InternetHealthReport / internet-yellow-pages

A knowledge graph for Internet resources
GNU General Public License v3.0
39 stars 16 forks source link

CISCO Umbrella list #49

Closed romain-fontugne closed 1 year ago

romain-fontugne commented 1 year ago

Import CISCO's Umbrella top domain name list. Data is available here: https://umbrella-static.s3-us-west-1.amazonaws.com/index.html

The added relationships should look like this:

(:DomainName {name: 'com')-[:RANK {rank:1}]->(:RANKING {name: 'CISCO Umbrella Top 1 million})
m-appel commented 1 year ago

Do we want to create the DomainName chain we talked about as a new postprocess script? I think that would actually be more performant, since we can fetch all existing DomainName nodes in one go and then just fill in the gaps.

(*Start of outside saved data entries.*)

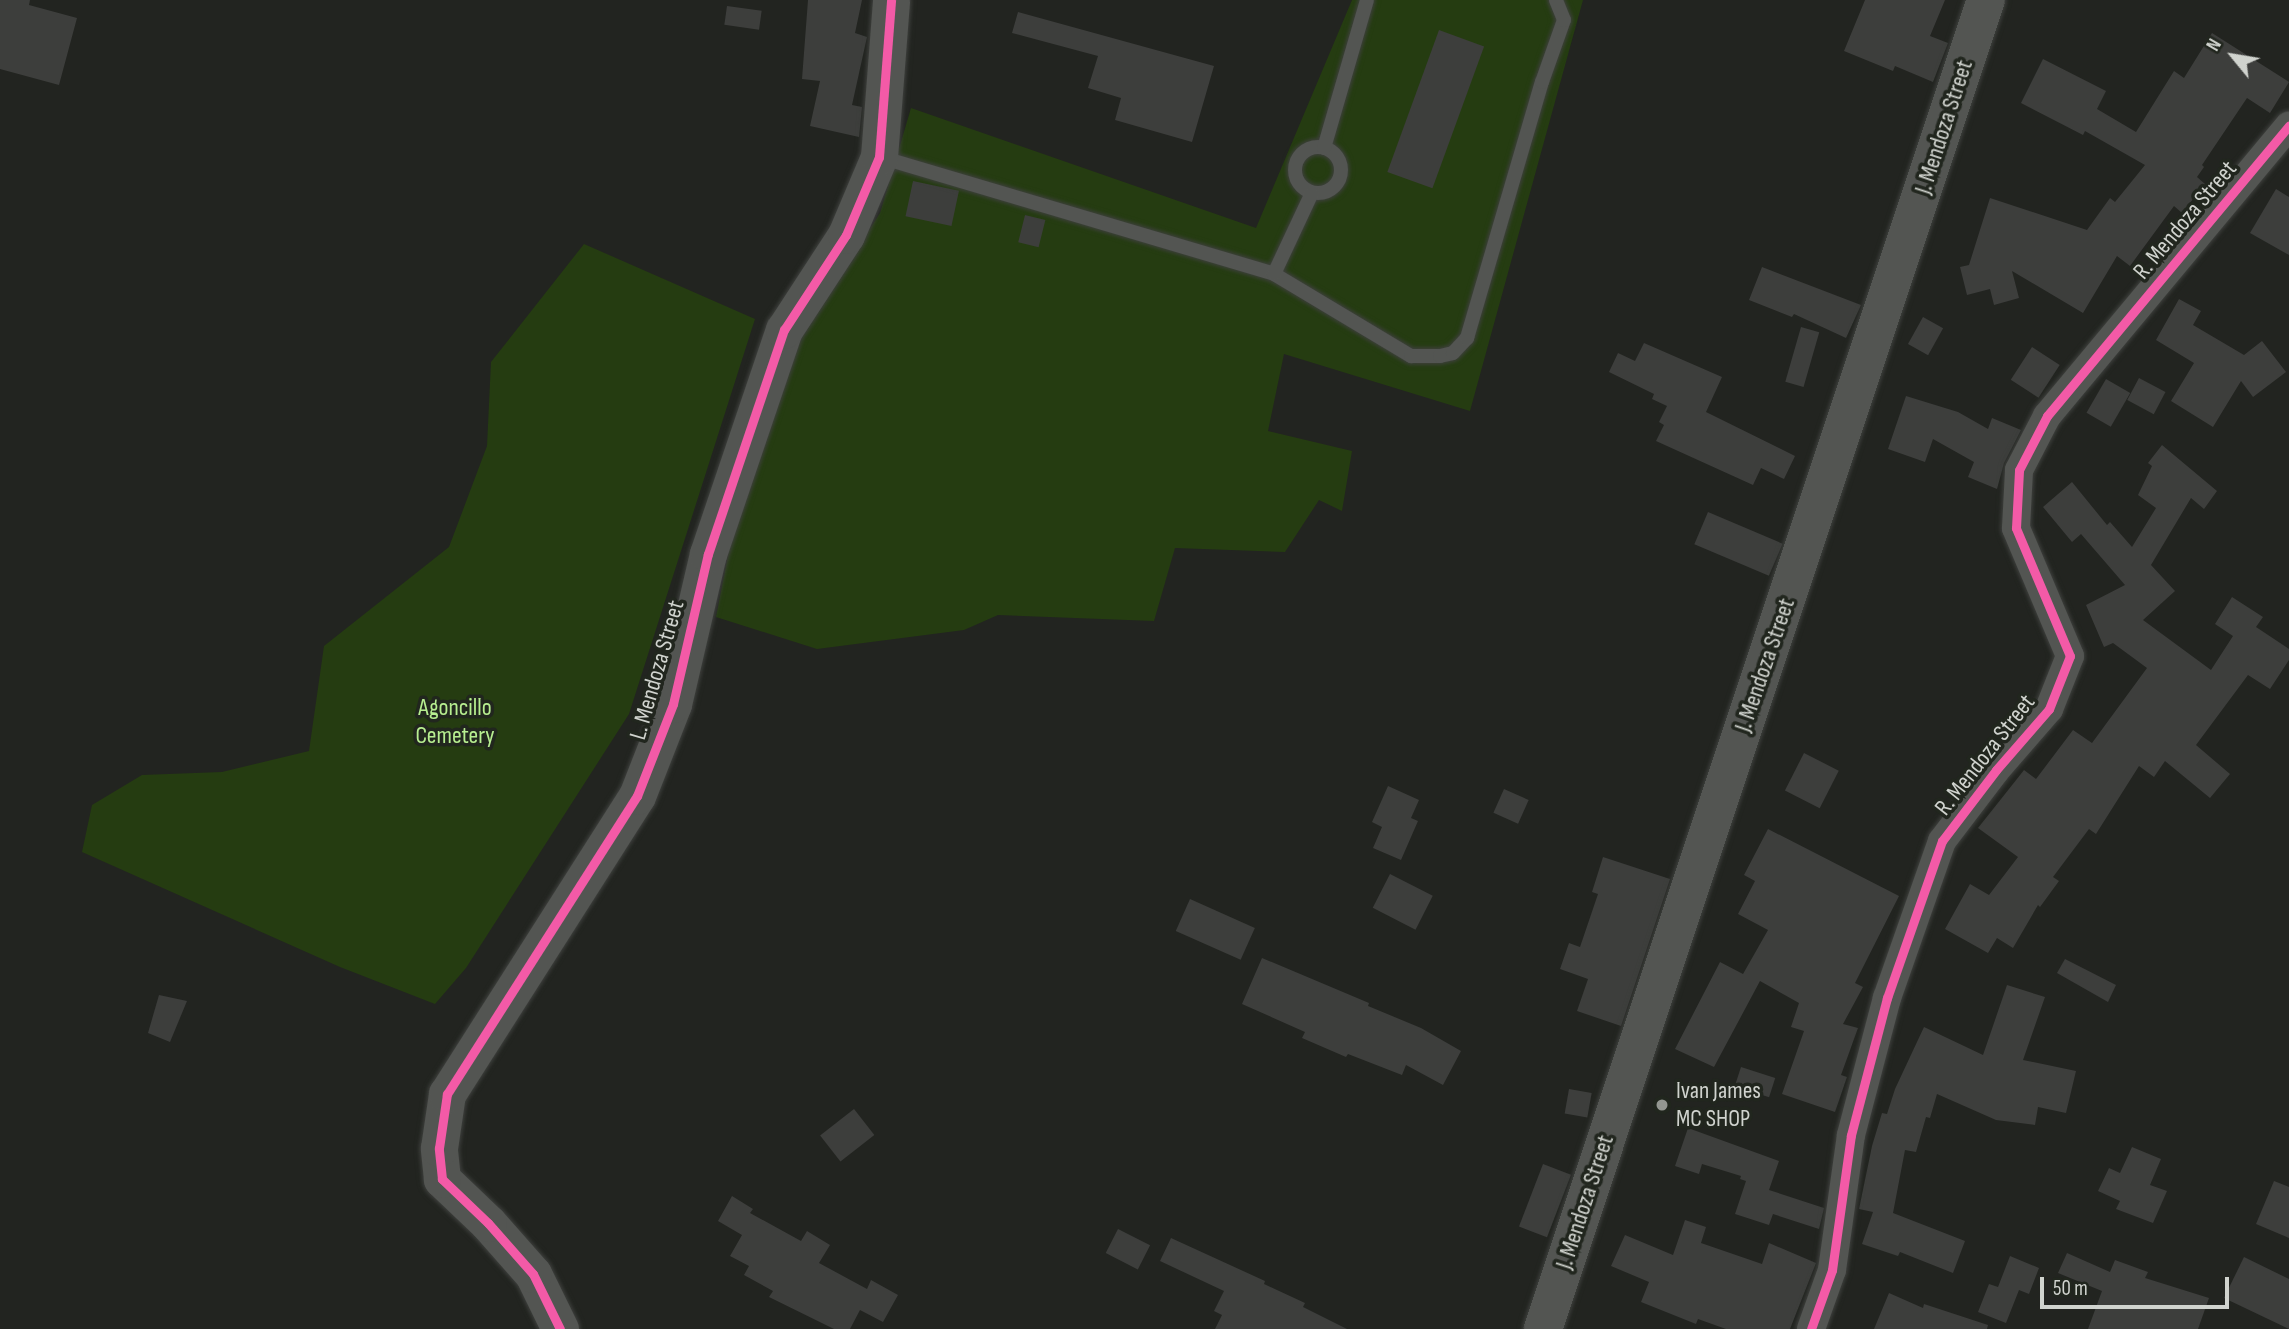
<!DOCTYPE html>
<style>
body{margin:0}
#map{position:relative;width:2289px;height:1329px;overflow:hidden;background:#222420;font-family:"Sofia Sans Condensed",sans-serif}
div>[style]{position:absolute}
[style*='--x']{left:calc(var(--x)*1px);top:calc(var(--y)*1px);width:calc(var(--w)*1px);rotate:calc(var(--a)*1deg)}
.green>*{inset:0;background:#253c11}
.building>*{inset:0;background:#3d3e3c;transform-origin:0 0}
.roads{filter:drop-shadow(0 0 2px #3e403d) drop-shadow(0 0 2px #3e403d)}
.service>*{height:14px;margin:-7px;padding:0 7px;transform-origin:7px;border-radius:7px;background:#535552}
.service>.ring{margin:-7px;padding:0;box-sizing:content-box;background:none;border:14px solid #535552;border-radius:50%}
.minor>*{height:28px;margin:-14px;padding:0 14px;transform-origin:14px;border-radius:14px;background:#535552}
.tertiary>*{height:37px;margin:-18.5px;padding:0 18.5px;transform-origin:18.5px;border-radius:18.5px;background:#535552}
.secondary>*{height:38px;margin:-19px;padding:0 19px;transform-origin:19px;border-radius:19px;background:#535552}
.cycleway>*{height:9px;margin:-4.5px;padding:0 4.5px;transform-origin:4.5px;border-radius:4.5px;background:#f35aa7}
.dots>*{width:19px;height:19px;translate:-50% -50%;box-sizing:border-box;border:4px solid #21261e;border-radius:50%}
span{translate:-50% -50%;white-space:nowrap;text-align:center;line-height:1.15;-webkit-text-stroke:7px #21261e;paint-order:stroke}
.street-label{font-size:24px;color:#d0d3ce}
.park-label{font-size:24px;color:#b7ee90}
.poi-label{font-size:24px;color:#d0d3ce}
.left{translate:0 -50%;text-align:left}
.north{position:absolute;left:2198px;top:21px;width:70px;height:70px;-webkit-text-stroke:5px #21261e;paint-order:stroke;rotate:300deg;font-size:19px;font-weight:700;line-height:28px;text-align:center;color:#d0d3ce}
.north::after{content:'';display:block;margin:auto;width:24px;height:32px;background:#d0d3ce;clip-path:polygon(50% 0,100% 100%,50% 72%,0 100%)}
.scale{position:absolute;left:2040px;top:1277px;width:189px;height:32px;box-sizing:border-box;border:4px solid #d0d3ce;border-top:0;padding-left:9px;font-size:21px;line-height:24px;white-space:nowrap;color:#d0d3ce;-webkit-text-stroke:5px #21261e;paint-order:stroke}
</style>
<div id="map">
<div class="green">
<i style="clip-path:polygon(1352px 0,1583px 0,1470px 411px,1284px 354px,1268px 431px,1352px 451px,1342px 511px,1319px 500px,1285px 552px,1175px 548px,1154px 621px,998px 615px,964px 630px,817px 649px,716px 617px,735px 519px,804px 331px,880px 213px,911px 108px,1256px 228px)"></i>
<i style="clip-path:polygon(584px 244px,755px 319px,629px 714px,466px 968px,435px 1004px,340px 967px,82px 852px,92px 805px,142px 775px,222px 772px,309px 751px,324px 646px,449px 547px,487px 446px,491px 362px)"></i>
</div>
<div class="building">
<i style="clip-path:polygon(0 0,30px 0,29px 5px,77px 18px,59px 85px,0 69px)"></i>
<i style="clip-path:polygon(808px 0,862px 0,855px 33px,867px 37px,852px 105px,862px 107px,859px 137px,810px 126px,820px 81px,802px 79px)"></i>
<i style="clip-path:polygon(1865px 0,1945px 0,1930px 36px,1948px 43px,1933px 82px,1895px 66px,1893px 71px,1844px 51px)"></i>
<i style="left:727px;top:6px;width:35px;height:19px;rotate:8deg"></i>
<i style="clip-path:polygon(1018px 12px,1214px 66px,1192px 142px,1115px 120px,1121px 98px,1088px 88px,1098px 56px,1012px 33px)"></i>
<i style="left:1439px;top:30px;width:48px;height:151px;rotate:20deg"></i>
<i style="clip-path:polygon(2212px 33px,2289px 82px,2270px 113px,2247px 98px,2202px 165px,2204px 167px,2197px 177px,2205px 184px,2182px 213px,2174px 206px,2130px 266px,2117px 256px,2083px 313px,2012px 271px,2019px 298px,1994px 305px,1990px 289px,1967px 295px,1960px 267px,1969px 265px,1990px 198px,2087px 230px,2110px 198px,2115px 202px,2145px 165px,2085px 131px,2083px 135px,2021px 103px,2043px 59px,2106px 91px,2097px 109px,2136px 132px,2174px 71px,2184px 78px)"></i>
<i style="left:913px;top:181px;width:47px;height:36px;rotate:12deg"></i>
<i style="clip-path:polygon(2276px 189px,2289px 197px,2289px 255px,2250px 233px)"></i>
<i style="left:1025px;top:215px;width:21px;height:28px;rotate:14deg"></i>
<i style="clip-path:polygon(1762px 267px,1861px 305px,1846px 338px,1794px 314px,1792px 317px,1749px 300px)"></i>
<i style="clip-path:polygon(2179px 299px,2201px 311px,2193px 325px,2244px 355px,2262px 341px,2286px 372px,2253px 397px,2241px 381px,2213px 427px,2171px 401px,2194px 363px,2156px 340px)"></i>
<i style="left:1923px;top:317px;width:23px;height:31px;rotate:29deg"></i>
<i style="left:1801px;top:327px;width:19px;height:57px;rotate:16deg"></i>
<i style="clip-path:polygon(1644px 343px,1722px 377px,1706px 412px,1795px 456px,1784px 479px,1761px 468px,1753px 485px,1656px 441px,1664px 425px,1659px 422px,1667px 406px,1652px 399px,1654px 394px,1609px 372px,1618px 353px,1635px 361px)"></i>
<i style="left:2032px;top:347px;width:33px;height:39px;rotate:33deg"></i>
<i style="left:2139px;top:378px;width:30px;height:25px;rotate:28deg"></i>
<i style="left:2106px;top:379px;width:28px;height:39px;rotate:30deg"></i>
<i style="clip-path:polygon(1906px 396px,1958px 412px,1988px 429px,1992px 418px,2021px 430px,2004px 463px,1997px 489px,1968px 477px,1974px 462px,1933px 439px,1925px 462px,1888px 449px)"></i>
<i style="clip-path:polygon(2162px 445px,2217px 491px,2204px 509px,2191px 498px,2151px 565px,2175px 591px,2143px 620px,2211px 670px,2233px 636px,2215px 624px,2232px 597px,2263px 617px,2256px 627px,2289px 649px,2289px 660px,2270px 689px,2248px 675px,2196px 745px,2230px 774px,2210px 798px,2165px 761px,2154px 777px,2139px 766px,2096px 834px,2089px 829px,2053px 877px,2059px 881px,2040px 907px,2038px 905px,2013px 948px,1997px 938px,1988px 953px,1945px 929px,1970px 884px,1989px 895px,2018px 857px,1978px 828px,2024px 770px,2036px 779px,2073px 730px,2092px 743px,2147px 668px,2113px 643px,2104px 647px,2086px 605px,2125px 585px,2081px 534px,2072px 542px,2043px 507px,2072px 482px,2107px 525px,2110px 522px,2132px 547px,2156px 508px,2138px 495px,2152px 466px,2148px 463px)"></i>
<i style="left:1708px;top:512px;width:81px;height:35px;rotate:23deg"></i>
<i style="left:1804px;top:753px;width:39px;height:42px;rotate:27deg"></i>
<i style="clip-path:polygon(1388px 786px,1419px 800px,1411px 818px,1418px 821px,1401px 860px,1373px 848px,1382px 827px,1372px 822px)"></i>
<i style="left:1504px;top:789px;width:27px;height:26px;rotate:24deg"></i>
<i style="clip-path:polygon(1768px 829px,1899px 896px,1855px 983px,1863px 987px,1843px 1024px,1858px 1028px,1841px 1075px,1847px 1077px,1835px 1112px,1782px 1094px,1804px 1031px,1791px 1027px,1799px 1003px,1760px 981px,1714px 1067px,1675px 1049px,1720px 962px,1743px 974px,1768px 930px,1738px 914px,1755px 881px,1744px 875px)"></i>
<i style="clip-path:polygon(1603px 857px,1670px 879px,1621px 1026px,1577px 1011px,1588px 979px,1560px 969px,1569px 943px,1580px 947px,1598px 894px,1592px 892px)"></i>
<i style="left:1390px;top:874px;width:48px;height:38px;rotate:27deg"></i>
<i style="left:1190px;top:899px;width:71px;height:35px;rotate:24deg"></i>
<i style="clip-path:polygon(1262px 958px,1369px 1003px,1368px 1006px,1421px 1028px,1461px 1051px,1443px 1085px,1406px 1065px,1402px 1075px,1348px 1054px,1346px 1057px,1302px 1038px,1305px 1032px,1242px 1004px)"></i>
<i style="clip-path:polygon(2065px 959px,2116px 985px,2108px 1002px,2057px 973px)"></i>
<i style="clip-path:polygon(2007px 985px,2045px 997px,2023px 1060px,2076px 1071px,2066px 1113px,2038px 1107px,2035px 1125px,1996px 1120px,1937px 1094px,1930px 1118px,1926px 1117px,1916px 1152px,1905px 1150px,1893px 1213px,1965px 1241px,1953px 1273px,1900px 1252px,1898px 1256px,1862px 1244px,1873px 1212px,1859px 1209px,1872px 1146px,1882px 1113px,1887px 1114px,1895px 1089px,1924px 1027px,1983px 1055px)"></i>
<i style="clip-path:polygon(159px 995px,187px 1001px,170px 1042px,148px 1033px)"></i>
<i style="left:1741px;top:1067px;width:36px;height:20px;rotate:18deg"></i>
<i style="left:1569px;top:1089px;width:23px;height:25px;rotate:10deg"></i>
<i style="left:854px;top:1109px;width:33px;height:43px;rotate:52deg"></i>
<i style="clip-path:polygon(1688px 1128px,1779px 1161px,1769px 1190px,1824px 1208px,1819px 1229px,1773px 1214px,1769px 1225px,1735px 1214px,1746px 1181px,1740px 1179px,1741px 1176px,1702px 1164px,1699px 1174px,1675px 1166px)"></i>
<i style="clip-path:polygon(2132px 1147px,2161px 1159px,2150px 1185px,2167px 1191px,2153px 1223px,2116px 1209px,2120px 1201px,2098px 1191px,2109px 1168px,2120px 1173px)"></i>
<i style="left:1543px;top:1164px;width:30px;height:67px;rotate:21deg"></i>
<i style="clip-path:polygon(2274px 1181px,2289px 1187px,2289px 1238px,2256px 1224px)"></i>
<i style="clip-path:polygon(732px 1196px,753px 1209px,750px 1213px,801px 1241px,807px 1231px,830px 1245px,819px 1263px,867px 1289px,871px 1280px,898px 1295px,883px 1322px,860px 1310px,850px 1329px,834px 1329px,769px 1297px,773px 1291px,744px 1275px,749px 1266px,730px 1256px,742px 1235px,718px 1221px)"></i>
<i style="clip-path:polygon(1685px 1220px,1706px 1227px,1701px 1243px,1762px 1264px,1769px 1243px,1816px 1263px,1790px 1329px,1726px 1329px,1698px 1319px,1696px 1324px,1641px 1302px,1649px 1282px,1611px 1266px,1625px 1235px,1673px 1255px)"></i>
<i style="left:1118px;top:1229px;width:36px;height:27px;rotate:27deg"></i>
<i style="clip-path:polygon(1171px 1238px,1265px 1281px,1264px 1284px,1305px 1303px,1303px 1307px,1347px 1329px,1215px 1329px,1222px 1315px,1214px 1311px,1224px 1291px,1160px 1261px)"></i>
<i style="clip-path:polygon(2067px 1253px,2110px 1272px,2115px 1260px,2148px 1272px,2145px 1278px,2209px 1298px,2198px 1329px,2088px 1329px,2102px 1291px,2058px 1273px)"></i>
<i style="clip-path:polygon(2010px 1256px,2039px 1268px,2029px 1294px,2019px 1290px,2006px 1323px,1978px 1312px,1989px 1284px,1998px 1287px)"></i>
<i style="clip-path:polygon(2244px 1257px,2289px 1279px,2289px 1329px,2224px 1298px)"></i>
<i style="clip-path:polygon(1889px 1293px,1923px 1308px,1924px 1304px,1988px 1325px,1987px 1329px,1874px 1329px)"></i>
</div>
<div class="roads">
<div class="service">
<i class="ring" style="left:1295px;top:147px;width:32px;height:32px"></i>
<i style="--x:1324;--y:148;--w:154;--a:-73.8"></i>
<i style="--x:880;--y:157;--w:411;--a:16.5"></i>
<i style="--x:1274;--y:274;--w:160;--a:30.9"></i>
<i style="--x:1411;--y:356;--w:29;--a:0"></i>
<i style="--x:1440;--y:356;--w:13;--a:-13"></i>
<i style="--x:1453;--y:353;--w:21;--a:-47"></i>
<i style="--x:1467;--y:338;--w:267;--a:-73.7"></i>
<i style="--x:1542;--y:82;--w:66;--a:-70.5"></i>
<i style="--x:1564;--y:20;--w:22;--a:-112"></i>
<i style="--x:1274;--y:274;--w:89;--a:-64.9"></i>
</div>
<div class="minor">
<i style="--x:1811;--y:1329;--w:63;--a:-70.4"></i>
<i style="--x:1832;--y:1270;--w:136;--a:-82"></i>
<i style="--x:1851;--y:1135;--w:142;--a:-75.3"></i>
<i style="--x:1887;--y:998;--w:166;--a:-70.7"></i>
<i style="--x:1942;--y:841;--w:89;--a:-52.7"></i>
<i style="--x:1996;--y:770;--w:81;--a:-49"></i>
<i style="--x:2049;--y:709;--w:57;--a:-68.4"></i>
<i style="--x:2070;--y:656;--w:139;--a:-112.9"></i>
<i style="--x:2016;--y:528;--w:58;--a:-87"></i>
<i style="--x:2019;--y:470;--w:61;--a:-62.6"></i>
<i style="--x:2047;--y:416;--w:378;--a:-50.2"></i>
</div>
<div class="tertiary">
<i style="--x:560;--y:1329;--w:61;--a:-116.1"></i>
<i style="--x:533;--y:1274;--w:68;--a:-131.4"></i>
<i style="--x:488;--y:1223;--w:64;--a:-136.3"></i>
<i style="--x:442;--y:1179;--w:31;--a:-96"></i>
<i style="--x:439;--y:1148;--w:55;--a:-81.6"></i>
<i style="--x:447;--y:1094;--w:353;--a:-57.5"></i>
<i style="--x:637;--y:796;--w:99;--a:-68.6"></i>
<i style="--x:673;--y:704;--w:154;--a:-76.9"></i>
<i style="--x:708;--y:554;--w:237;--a:-71.3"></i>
<i style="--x:784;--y:330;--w:113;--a:-56.9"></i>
<i style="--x:846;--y:235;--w:85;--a:-67.1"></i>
<i style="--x:879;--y:157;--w:157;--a:-85.6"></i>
</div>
<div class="secondary">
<i style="--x:1543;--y:1329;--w:1401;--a:-71.57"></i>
</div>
</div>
<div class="cycleway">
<i style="--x:560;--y:1329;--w:61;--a:-116.1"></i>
<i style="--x:533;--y:1274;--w:68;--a:-131.4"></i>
<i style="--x:488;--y:1223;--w:64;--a:-136.3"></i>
<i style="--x:442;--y:1179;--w:31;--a:-96"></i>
<i style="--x:439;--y:1148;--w:55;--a:-81.6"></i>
<i style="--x:447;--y:1094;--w:353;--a:-57.5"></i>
<i style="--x:637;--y:796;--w:99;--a:-68.6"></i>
<i style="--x:673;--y:704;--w:154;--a:-76.9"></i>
<i style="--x:708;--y:554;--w:237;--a:-71.3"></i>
<i style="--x:784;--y:330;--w:113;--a:-56.9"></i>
<i style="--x:846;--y:235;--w:85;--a:-67.1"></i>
<i style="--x:879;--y:157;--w:157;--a:-85.6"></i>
<i style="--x:1811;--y:1329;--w:63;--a:-70.4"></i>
<i style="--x:1832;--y:1270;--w:136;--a:-82"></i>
<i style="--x:1851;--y:1135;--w:142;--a:-75.3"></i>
<i style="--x:1887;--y:998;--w:166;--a:-70.7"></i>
<i style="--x:1942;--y:841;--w:89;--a:-52.7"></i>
<i style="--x:1996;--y:770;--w:81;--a:-49"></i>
<i style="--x:2049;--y:709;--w:57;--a:-68.4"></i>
<i style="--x:2070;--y:656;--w:139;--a:-112.9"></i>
<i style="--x:2016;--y:528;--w:58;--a:-87"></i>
<i style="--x:2019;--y:470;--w:61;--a:-62.6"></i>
<i style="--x:2047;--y:416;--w:378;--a:-50.2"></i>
</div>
<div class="dots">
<i style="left:1662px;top:1105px;background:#939691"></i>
</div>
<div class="street-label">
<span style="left:1944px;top:127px;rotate:-72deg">J. Mendoza Street</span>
<span style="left:2185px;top:220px;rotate:-50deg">R. Mendoza Street</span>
<span style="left:1765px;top:665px;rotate:-71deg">J. Mendoza Street</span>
<span style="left:657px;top:670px;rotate:-74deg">L. Mendoza Street</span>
<span style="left:1985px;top:755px;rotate:-52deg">R. Mendoza Street</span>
<span style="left:1585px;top:1202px;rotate:-72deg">J. Mendoza Street</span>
</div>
<div class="park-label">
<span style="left:455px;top:722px">Agoncillo<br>Cemetery</span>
</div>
<div class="poi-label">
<span class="left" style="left:1676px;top:1105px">Ivan James<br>MC SHOP</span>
</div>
<div class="north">N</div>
<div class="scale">50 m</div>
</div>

For completeness sake, we are thinking of modelling each part of the DNS name now, for example:

(:DomainName {name: 'g.doubleclick.net'})-[:PART_OF]->
(:DomainName {name: 'doubleclick.net'})-[:PART_OF]->
(:DomainName {name: 'net'})

because there are some DomainNames that do not resolve to an IP, but their subdomains do.

But long story short, I would create a separate issue for this?

romain-fontugne commented 1 year ago

yes, we should make a separate issue for this. It will be in a different (post) script

roopeshsn commented 1 year ago

Hi, @m-appel @romain-fontugne! Could you give me more context on this issue and the post-processing script? I understood that there are multiple domain names that belong to an IP. After crawling and pushing the data to the IYP, the post-processing script will work to group the domain names right?

m-appel commented 1 year ago

Hey, I will open a separate issue today with more details and will mark you there!